In my role as an EiR, I get approached by students to advise them as they explore new business ideas and opportunities. Our discussions encompass topics from product development to go-to market plans, from co-founder dynamics to exploring funding opportunities, from strategic partnerships to board building efforts. I also get approached by students who don’t have an idea of their own, but are seeking to join startups or VC firms. In those instances, our discourse takes the shape of career advice and exploration. Beyond the office hours, as an EiR, I also participate in panels for the Rock Center for Entrepreneurship or lead sessions at the Harvard iLab. Most recently I led one about determining the right monetization paths for one’s business.

What has surprised you the most about the role?

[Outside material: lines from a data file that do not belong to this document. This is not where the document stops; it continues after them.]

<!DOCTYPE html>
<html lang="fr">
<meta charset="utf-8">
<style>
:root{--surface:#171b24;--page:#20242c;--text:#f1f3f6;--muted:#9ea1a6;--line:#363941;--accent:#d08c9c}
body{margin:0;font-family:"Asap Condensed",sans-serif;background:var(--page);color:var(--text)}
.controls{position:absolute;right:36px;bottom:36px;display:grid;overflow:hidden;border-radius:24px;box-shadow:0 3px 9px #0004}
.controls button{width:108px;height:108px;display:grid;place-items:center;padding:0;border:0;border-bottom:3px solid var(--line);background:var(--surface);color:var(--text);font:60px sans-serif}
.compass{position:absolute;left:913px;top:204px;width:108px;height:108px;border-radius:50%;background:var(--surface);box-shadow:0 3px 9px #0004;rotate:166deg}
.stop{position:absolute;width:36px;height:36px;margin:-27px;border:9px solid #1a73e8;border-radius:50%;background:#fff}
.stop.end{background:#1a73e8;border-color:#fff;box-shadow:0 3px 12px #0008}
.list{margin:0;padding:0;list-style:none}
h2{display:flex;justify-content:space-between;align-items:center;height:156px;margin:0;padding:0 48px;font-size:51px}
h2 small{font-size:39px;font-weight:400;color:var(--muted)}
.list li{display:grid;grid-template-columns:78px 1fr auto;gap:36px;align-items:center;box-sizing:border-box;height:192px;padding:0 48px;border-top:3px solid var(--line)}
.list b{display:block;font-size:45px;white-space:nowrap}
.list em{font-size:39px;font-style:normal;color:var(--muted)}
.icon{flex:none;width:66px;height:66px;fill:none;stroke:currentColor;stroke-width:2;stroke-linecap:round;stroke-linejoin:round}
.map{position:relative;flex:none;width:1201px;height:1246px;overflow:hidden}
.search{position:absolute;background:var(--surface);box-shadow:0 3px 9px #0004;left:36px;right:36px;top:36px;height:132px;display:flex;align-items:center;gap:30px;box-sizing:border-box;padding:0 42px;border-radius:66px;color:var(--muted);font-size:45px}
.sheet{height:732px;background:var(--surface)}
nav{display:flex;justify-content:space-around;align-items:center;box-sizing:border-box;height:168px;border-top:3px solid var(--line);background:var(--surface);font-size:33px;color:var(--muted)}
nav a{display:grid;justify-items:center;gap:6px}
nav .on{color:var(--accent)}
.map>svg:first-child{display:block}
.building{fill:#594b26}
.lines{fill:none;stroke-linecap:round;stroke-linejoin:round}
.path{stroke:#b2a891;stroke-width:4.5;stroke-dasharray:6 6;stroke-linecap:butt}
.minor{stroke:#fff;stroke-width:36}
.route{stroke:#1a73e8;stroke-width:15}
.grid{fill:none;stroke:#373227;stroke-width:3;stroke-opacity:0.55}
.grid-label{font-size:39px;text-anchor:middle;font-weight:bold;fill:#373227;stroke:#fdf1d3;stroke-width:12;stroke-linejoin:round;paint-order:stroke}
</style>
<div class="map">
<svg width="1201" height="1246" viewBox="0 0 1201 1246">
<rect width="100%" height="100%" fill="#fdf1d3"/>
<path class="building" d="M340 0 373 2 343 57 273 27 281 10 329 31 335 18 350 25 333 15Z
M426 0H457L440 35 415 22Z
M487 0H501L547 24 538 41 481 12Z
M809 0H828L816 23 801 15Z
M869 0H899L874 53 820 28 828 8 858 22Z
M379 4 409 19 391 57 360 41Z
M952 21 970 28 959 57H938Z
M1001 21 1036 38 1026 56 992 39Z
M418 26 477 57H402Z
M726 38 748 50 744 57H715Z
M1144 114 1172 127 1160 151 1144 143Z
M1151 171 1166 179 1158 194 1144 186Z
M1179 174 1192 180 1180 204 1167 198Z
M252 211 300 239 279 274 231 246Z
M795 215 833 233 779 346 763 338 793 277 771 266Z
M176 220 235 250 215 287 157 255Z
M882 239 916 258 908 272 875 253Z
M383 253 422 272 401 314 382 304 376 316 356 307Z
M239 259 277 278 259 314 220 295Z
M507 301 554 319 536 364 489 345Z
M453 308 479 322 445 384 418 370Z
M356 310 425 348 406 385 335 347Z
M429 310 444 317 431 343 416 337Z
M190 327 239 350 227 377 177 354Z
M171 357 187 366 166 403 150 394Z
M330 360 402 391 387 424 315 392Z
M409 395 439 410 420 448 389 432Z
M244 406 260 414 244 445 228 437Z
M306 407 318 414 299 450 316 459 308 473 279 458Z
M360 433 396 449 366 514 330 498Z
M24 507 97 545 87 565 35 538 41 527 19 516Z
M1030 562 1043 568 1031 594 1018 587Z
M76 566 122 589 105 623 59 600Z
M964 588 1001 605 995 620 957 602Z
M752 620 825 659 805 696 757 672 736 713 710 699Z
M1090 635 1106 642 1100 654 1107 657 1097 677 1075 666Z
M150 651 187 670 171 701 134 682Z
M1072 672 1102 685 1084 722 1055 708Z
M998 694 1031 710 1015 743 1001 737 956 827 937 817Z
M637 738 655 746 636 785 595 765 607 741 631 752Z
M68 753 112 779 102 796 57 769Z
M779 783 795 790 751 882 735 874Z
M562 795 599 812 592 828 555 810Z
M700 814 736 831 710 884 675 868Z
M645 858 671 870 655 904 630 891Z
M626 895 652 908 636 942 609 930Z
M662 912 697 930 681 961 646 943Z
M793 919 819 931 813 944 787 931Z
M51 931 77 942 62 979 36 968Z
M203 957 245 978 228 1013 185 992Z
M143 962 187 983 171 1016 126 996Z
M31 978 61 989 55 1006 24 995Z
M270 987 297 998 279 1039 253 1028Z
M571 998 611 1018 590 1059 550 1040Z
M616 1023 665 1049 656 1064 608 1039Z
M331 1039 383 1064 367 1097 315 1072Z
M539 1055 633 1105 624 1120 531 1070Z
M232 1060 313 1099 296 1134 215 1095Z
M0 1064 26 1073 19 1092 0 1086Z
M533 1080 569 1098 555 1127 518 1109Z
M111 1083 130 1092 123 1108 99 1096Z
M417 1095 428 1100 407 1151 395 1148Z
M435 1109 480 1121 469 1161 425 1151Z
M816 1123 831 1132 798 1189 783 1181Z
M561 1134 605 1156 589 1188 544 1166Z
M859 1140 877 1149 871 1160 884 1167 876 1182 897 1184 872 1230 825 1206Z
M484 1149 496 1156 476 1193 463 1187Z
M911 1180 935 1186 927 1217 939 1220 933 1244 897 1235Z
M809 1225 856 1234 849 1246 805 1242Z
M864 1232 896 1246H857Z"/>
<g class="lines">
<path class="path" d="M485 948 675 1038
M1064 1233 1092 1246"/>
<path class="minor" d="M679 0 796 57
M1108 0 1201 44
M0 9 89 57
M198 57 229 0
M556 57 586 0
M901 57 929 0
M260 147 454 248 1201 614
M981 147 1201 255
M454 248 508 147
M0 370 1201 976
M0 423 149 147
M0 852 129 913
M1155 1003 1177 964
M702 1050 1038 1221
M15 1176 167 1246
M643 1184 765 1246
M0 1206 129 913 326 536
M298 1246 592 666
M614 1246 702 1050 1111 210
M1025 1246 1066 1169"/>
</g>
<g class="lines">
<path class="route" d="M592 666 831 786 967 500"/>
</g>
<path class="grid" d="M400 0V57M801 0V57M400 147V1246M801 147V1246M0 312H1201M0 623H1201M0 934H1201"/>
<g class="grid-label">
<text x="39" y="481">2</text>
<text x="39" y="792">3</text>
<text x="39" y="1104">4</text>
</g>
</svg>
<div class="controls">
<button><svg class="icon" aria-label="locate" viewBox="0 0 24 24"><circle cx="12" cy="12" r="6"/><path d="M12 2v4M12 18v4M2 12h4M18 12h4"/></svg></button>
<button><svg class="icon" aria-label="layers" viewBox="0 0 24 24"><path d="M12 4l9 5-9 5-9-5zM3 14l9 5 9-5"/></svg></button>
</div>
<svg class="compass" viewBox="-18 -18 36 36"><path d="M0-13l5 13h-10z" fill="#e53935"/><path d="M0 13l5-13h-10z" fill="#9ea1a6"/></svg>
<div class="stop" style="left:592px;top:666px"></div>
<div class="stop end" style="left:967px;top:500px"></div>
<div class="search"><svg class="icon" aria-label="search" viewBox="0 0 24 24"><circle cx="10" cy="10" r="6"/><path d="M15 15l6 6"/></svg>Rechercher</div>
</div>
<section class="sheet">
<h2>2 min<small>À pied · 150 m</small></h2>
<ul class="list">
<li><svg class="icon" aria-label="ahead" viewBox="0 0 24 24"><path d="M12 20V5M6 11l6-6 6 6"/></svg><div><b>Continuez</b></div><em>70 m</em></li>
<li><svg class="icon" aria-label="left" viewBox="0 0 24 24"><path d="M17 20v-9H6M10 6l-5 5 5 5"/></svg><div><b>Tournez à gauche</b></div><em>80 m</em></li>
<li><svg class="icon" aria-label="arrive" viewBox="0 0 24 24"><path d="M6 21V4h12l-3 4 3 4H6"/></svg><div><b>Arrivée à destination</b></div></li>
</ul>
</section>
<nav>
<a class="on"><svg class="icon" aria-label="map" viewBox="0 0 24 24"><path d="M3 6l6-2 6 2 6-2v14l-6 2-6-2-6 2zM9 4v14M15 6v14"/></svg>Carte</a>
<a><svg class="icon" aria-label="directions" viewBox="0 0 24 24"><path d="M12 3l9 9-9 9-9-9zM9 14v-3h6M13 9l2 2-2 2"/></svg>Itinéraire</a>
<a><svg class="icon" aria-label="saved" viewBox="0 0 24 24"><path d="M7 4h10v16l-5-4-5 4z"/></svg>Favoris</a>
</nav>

I have been surprised by the breadth of ideas and how strong the entrepreneurial spirit is at HBS. It is not just the absolute desire and determination to start a business that I enjoy; it is also how diverse the set of ideas are. For example, during my last office hours, one student was working on a consumer robotics idea for children, another on building a social impact business with an e-commerce component in China, yet another was focused on exploring opportunities with startups in the consumer health care space.

Do you think exposure to entrepreneurship is important for business school students?

Part of one’s educational journey at HBS is the ability to gain exposure to areas and field that one had never considered, or had access to, prior to HBS. For students interested in embarking on the startup journey, these two years are the perfect time to use the HBS education and resources and hone in on a business idea. For students who have not considered  entrepreneurship before, what an amazing opportunity for them to gain exposure to such a fast-paced, innovative path.

What advice would you give to someone considering applying to HBS?

Applicants acknowledge that HBS is a world-class institution, affording its student the ability to learn from professors and peers, to develop an unparalleled network of colleagues and friends and, ultimately, to leverage their HBS education to make a lasting impact in the world. It is my hope that they will also recognize that HBS offers a unique environment for students to pursue entrepreneurial opportunities. The School provides countless resources, programs, and support to help aspiring entrepreneurs explore and test their ideas, and its commitment to seeing HBS students succeed in their endeavors is unwavering.